Such is the backdrop for Stephanie Grant’s latest novel, Map of Ireland. In the year her novel is set, Grant was an adolescent growing up in a Boston suburb (but don’t assume the book is autobiographical; it’s not) who was able to draw on an intimate knowledge of those times. Today, she says that pivotal period–the racism and violence that surrounded desegregation–came to shape her own view of Boston. In this new novel, she tackles some of those big questions about racism and politics, feminism and society.
It’s an ambitious setting for a classic coming-of-age story, told from the point of view of Ann Ahern, a plucky high schooler whose freckled face is described as a “map of Ireland.” The cover blurbs describe Ann as “part Huck Finn and part Holden Caulfield.” Well, maybe, although she seems wholly her own character. Ann likes playing with fire, both literally and figuratively–whether setting fire to unsent love letters in her mother’s bathroom, or falling hard for her exotic French teacher who is actually a militant who vanishes into the underground, or coming out as a young lesbian with her lover, who is African American. As Ann grapples with her own internalized racism and her budding sexuality, the book ploughs treacherous emotional waters: “I’d never been in a Black house before. It made me anxious, agitated. I looked around. Full of dread. Everything was different now…In ninth grade, when I got in trouble for tonguing Laura Miskinis in the ear, the headmaster had called me a pervert. I knew then, he had the wrong word. Perverse means twisted. What I’d done was simple, straightforward: a tongue, an ear, a current of feeling. What I was doing now in Mademoiselle Eugenie’s house, was perverse. Sneaking around. A lone White in a Black house. Trespassing.” It’s difficult today to understand how different the world was in 1974, how far we’ve evolved–and in some ways haven’t evolved at all. Yet Grant focuses sharply on social issues of the time, drawing on her own experiences and extensive research, to take us back–undeniably the book’s great strength, but also its weakness, especially when the issue overshadows the character.

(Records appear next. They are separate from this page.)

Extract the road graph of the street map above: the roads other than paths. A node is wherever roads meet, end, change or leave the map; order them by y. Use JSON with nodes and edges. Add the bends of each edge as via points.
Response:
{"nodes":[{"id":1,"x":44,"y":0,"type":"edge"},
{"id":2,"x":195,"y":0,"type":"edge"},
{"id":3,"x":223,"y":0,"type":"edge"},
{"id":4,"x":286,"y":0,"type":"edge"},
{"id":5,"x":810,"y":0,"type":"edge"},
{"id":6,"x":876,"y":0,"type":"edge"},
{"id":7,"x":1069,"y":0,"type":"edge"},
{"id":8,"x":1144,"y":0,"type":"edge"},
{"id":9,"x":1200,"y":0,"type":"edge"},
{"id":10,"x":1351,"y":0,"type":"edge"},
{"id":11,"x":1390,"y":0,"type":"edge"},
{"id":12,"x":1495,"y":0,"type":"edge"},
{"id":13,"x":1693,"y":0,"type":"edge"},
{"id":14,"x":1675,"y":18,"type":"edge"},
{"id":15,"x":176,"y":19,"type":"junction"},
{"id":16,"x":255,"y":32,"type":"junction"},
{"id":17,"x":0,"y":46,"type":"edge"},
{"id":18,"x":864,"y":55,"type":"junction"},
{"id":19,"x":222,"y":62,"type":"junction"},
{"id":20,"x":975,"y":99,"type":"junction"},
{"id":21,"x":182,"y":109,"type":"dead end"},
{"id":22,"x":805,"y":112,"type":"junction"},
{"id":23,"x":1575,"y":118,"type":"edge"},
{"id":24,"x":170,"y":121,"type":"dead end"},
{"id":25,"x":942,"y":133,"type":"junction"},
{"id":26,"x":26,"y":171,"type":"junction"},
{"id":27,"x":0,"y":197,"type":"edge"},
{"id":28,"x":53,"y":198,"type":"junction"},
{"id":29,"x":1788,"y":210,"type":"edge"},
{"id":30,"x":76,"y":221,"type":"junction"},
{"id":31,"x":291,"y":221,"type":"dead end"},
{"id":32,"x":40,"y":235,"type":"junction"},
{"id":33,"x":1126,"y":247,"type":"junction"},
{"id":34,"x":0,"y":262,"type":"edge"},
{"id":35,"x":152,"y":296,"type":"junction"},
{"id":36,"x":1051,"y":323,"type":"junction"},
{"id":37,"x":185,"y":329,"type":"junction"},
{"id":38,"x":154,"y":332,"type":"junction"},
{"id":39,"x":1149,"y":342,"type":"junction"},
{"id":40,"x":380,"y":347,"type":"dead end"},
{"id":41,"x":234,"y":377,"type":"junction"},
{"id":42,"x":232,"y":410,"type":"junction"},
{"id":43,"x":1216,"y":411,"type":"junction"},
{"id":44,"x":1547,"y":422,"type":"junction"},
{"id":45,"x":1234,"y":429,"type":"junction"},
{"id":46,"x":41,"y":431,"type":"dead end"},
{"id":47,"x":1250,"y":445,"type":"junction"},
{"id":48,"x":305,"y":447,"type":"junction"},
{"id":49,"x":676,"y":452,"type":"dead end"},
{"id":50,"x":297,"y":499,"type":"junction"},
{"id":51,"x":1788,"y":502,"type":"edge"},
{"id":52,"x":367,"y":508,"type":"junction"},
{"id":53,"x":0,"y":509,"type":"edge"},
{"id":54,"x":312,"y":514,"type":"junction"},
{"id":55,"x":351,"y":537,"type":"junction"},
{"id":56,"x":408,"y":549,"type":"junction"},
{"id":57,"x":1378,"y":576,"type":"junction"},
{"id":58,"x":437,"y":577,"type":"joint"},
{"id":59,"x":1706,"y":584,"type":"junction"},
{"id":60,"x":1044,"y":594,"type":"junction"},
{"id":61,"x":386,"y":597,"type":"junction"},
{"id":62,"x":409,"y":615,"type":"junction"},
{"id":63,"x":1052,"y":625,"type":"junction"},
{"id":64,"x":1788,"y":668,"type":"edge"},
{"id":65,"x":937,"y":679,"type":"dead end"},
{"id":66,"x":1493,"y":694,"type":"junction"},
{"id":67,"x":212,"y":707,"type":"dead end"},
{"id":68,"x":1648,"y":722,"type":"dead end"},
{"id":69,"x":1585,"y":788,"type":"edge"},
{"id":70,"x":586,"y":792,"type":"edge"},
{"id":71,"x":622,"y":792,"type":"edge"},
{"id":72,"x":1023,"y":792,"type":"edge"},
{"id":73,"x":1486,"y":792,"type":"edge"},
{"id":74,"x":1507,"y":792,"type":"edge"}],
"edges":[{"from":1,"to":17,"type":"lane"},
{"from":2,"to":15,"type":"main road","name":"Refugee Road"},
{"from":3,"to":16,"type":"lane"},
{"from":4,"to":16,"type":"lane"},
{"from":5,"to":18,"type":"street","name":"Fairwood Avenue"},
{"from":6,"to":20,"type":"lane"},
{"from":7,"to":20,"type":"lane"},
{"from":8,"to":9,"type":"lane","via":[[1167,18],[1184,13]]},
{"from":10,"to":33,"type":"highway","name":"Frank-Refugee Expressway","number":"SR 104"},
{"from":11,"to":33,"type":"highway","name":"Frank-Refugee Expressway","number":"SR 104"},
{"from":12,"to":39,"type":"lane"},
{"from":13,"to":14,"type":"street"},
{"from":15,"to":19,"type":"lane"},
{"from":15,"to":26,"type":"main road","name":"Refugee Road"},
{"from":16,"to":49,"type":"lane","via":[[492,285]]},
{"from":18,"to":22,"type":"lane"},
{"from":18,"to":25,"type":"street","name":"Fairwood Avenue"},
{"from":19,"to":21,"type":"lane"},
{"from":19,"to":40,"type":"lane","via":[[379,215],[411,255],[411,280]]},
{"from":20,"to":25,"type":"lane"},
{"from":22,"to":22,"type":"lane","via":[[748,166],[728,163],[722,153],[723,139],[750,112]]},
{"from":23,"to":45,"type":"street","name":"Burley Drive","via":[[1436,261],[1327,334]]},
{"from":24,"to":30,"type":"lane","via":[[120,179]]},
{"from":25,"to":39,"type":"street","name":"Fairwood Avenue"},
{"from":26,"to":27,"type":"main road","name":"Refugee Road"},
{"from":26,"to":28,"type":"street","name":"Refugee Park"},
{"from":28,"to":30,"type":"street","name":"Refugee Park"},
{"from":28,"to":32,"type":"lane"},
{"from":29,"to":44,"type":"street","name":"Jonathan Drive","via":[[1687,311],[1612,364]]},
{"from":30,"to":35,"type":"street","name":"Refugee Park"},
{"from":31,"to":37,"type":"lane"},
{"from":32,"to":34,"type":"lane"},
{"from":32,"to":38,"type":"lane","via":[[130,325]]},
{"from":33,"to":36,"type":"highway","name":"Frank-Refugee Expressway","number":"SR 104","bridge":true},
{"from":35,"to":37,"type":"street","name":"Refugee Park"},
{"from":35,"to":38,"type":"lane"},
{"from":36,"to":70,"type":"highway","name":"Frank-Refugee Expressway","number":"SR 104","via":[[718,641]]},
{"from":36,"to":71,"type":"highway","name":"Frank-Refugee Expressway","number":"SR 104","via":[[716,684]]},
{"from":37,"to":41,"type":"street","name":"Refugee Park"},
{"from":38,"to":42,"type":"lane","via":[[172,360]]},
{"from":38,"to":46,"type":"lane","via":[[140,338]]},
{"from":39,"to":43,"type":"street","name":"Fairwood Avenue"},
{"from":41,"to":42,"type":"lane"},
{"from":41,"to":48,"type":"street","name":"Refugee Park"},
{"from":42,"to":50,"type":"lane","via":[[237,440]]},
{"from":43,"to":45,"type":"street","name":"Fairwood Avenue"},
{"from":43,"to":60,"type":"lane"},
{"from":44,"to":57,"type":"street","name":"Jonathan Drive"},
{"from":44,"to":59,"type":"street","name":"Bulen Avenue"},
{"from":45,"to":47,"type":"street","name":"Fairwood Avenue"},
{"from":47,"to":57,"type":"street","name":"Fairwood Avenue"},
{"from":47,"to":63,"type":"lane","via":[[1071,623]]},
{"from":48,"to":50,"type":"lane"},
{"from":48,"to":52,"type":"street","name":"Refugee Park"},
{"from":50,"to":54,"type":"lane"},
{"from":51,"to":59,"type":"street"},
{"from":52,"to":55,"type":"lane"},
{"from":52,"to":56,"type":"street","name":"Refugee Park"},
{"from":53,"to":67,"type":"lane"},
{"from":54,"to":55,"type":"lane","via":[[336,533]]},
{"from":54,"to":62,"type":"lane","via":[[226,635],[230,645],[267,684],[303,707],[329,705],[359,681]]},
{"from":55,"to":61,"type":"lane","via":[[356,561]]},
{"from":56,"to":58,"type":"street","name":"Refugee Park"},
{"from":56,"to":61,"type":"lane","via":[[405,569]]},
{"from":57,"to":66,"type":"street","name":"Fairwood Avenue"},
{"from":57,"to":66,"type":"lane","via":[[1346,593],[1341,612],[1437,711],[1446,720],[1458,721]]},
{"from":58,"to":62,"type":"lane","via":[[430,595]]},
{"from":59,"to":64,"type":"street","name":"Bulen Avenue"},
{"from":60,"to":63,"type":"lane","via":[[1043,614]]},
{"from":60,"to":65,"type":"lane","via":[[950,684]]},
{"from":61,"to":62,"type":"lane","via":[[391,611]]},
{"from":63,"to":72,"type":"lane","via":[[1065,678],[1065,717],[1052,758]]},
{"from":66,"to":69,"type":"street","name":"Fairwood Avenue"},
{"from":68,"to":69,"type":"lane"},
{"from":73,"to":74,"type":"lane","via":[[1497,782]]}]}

The writing is clear, sharp and beautifully detailed, but Grant’s true gift is her uncanny ability to climb inside the skin of a character: “…I remembered that in basketball, you could play injured–you could run up and down the court on a twisted knee or ankle–if you told yourself it didn’t hurt. If you held the idea of yourself, uninjured, carefully in your head. So I did that.” Ann, a badly injured baby dyke, catapults from one bad choice to the next, half driven by hormones and half by plain bad judgment and circumstances. She is an endearing character, nonetheless, and fearless in a way many young women simply were not in 1974. It would be interesting to find out where she is now.